Taseko Mines Reports Q3 2025 Earnings: Revenue Misses Forecasts, Net Loss Persists, but Operational Gains at Gibraltar and Progress at Florence

TGB
November 14, 2025

Revenue for the quarter reached $174 million, falling 9.7% below the consensus estimate of $192.67 million. The shortfall was driven by a 4.5% decline in copper sales volume relative to the prior year, offset only partially by a modest lift in copper prices. The company’s adjusted earnings per share of $0.02 were 61.9% below the $0.0525 forecast, reflecting higher operating costs and a one‑time impairment charge related to the Florence Copper project’s construction phase.

The company posted a net loss of $28 million, or $0.09 per share, while adjusted net income rose to $6 million, or $0.02 per share. The loss was largely attributable to a $12 million non‑cash impairment on the Florence Copper project and higher interest expense on the $75 million revolver that was paid down with the equity financing. Adjusted net income benefited from a $4 million tax benefit and a $2 million gain on the sale of a non‑core asset.

Gibraltar mine production rebounded to 27.6 million pounds of copper, including 895 thousand pounds of cathode.

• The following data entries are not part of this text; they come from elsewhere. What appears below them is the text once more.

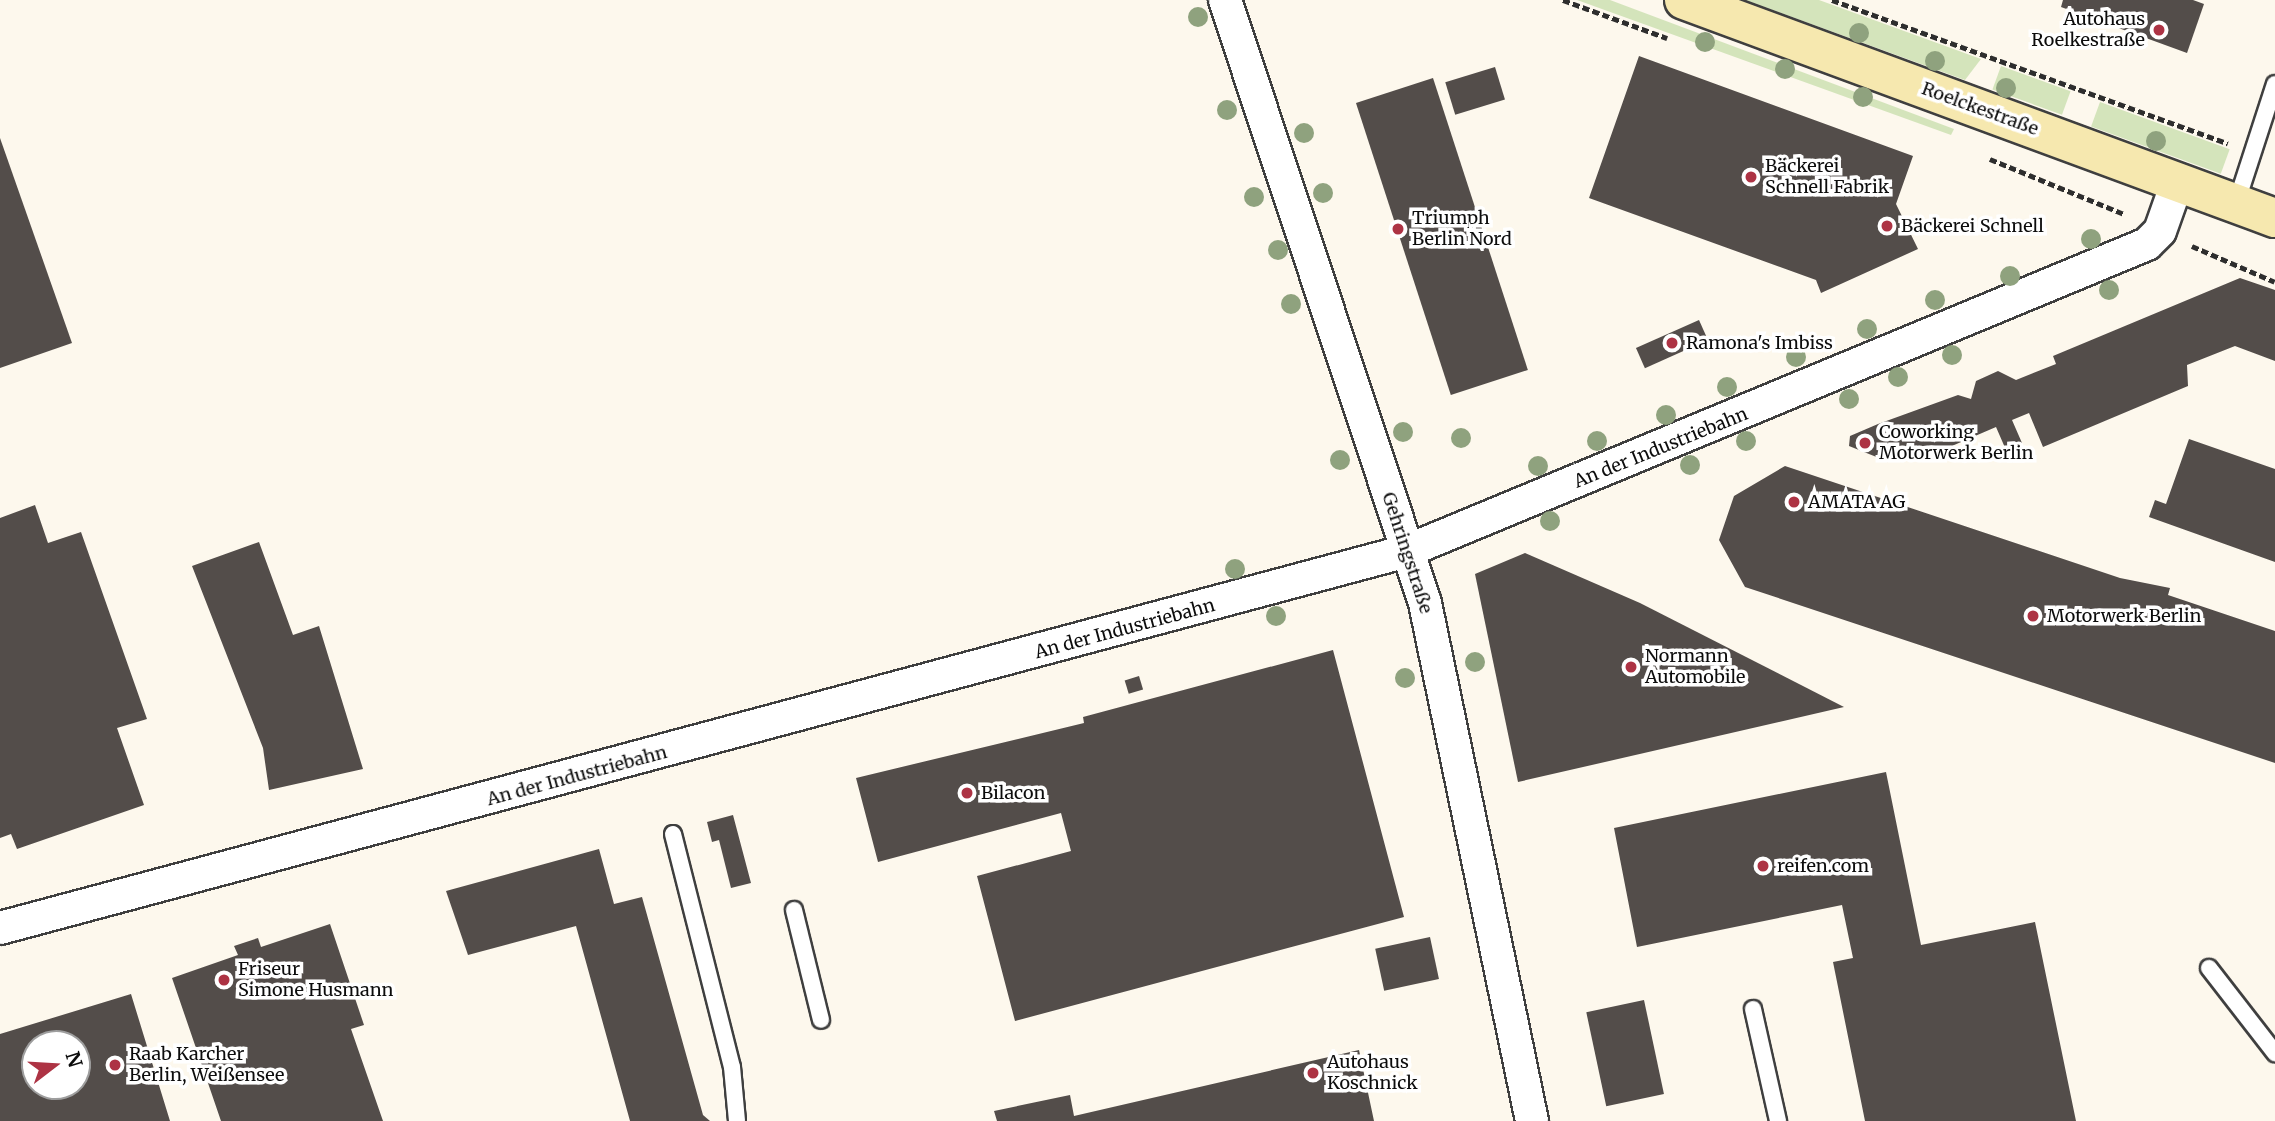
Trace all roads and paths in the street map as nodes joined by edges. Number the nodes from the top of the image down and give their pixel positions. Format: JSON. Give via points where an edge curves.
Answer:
{"nodes":[{"id":1,"x":1225,"y":0,"type":"edge"},
{"id":2,"x":1684,"y":0,"type":"edge"},
{"id":3,"x":1832,"y":0,"type":"edge"},
{"id":4,"x":2275,"y":84,"type":"edge"},
{"id":5,"x":2253,"y":152,"type":"junction"},
{"id":6,"x":2177,"y":183,"type":"junction"},
{"id":7,"x":2236,"y":204,"type":"junction"},
{"id":8,"x":2275,"y":218,"type":"edge"},
{"id":9,"x":2197,"y":248,"type":"dead end"},
{"id":10,"x":2275,"y":282,"type":"edge"},
{"id":11,"x":1407,"y":551,"type":"junction"},
{"id":12,"x":673,"y":834,"type":"dead end"},
{"id":13,"x":794,"y":910,"type":"dead end"},
{"id":14,"x":0,"y":929,"type":"edge"},
{"id":15,"x":2209,"y":968,"type":"dead end"},
{"id":16,"x":1754,"y":1009,"type":"dead end"},
{"id":17,"x":821,"y":1020,"type":"dead end"},
{"id":18,"x":2275,"y":1053,"type":"edge"},
{"id":19,"x":737,"y":1121,"type":"edge"},
{"id":20,"x":1532,"y":1121,"type":"edge"},
{"id":21,"x":1778,"y":1121,"type":"edge"}],
"edges":[{"from":1,"to":11,"type":"street","name":"Gehringstraße"},
{"from":2,"to":6,"type":"main road","name":"Roelckestraße"},
{"from":3,"to":5,"type":"path"},
{"from":4,"to":5,"type":"lane"},
{"from":5,"to":7,"type":"lane"},
{"from":6,"to":7,"type":"main road","name":"Roelckestraße"},
{"from":6,"to":11,"type":"street","name":"An der Industriebahn","via":[[2160,231],[2147,244]]},
{"from":7,"to":8,"type":"main road","name":"Roelckestraße"},
{"from":9,"to":10,"type":"path"},
{"from":11,"to":14,"type":"street","name":"An der Industriebahn"},
{"from":11,"to":20,"type":"street","name":"Gehringstraße","via":[[1430,630]]},
{"from":12,"to":19,"type":"lane","via":[[732,1068]]},
{"from":13,"to":17,"type":"lane"},
{"from":15,"to":18,"type":"lane"},
{"from":16,"to":21,"type":"lane"}]}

Copper grades improved to 0.22% and recoveries climbed to 77%, enabling C1 costs to drop to $2.87 per pound. The cost reduction was driven by higher by‑product credits from molybdenum sales and lower off‑property expenses, offsetting a modest increase in labor costs. The improved grades and recoveries are expected to sustain the cost advantage into the fourth quarter.

The Florence Copper project reached a milestone with the general contractor achieving substantial completion in September. First cathode production is expected early next year, and the company has restarted well‑field drilling. The project’s in‑situ copper recovery technology is positioned to deliver lower operating costs than conventional open‑pit operations, supporting the company’s long‑term strategy to diversify beyond Gibraltar.

In October, Taseko completed a $173 million equity financing, which was used to repay the $75 million revolver and fund the next phase of drilling at Florence. The infusion strengthened liquidity and reduced debt‑to‑equity, giving management flexibility to accelerate the project’s ramp‑up. The company’s balance sheet now shows a cash position of $120 million and a debt‑to‑equity ratio of 0.4, a significant improvement from the 0.7 ratio reported in Q3 2024.

Management guided that copper prices are expected to remain strong in 2026, citing continued demand from electrification and constrained mine supply. The company plans to ramp Florence production to 40–50 million pounds of copper in 2026 and over 80 million pounds in 2027. The guidance reflects confidence in the project’s cost structure and the company’s ability to capture higher copper prices, but the Q3 miss signals that execution costs remain a concern.

Investors reacted negatively to the earnings miss, with analysts noting that the company’s revenue and EPS shortfalls outweighed the operational gains at Gibraltar and progress at Florence. The miss underscored the importance of cost discipline and the need for the company to manage the transition from a single‑asset producer to a diversified copper producer. The market’s focus on the earnings miss highlights the premium placed on meeting consensus estimates, even as the company demonstrates operational improvements and a strong long‑term strategy.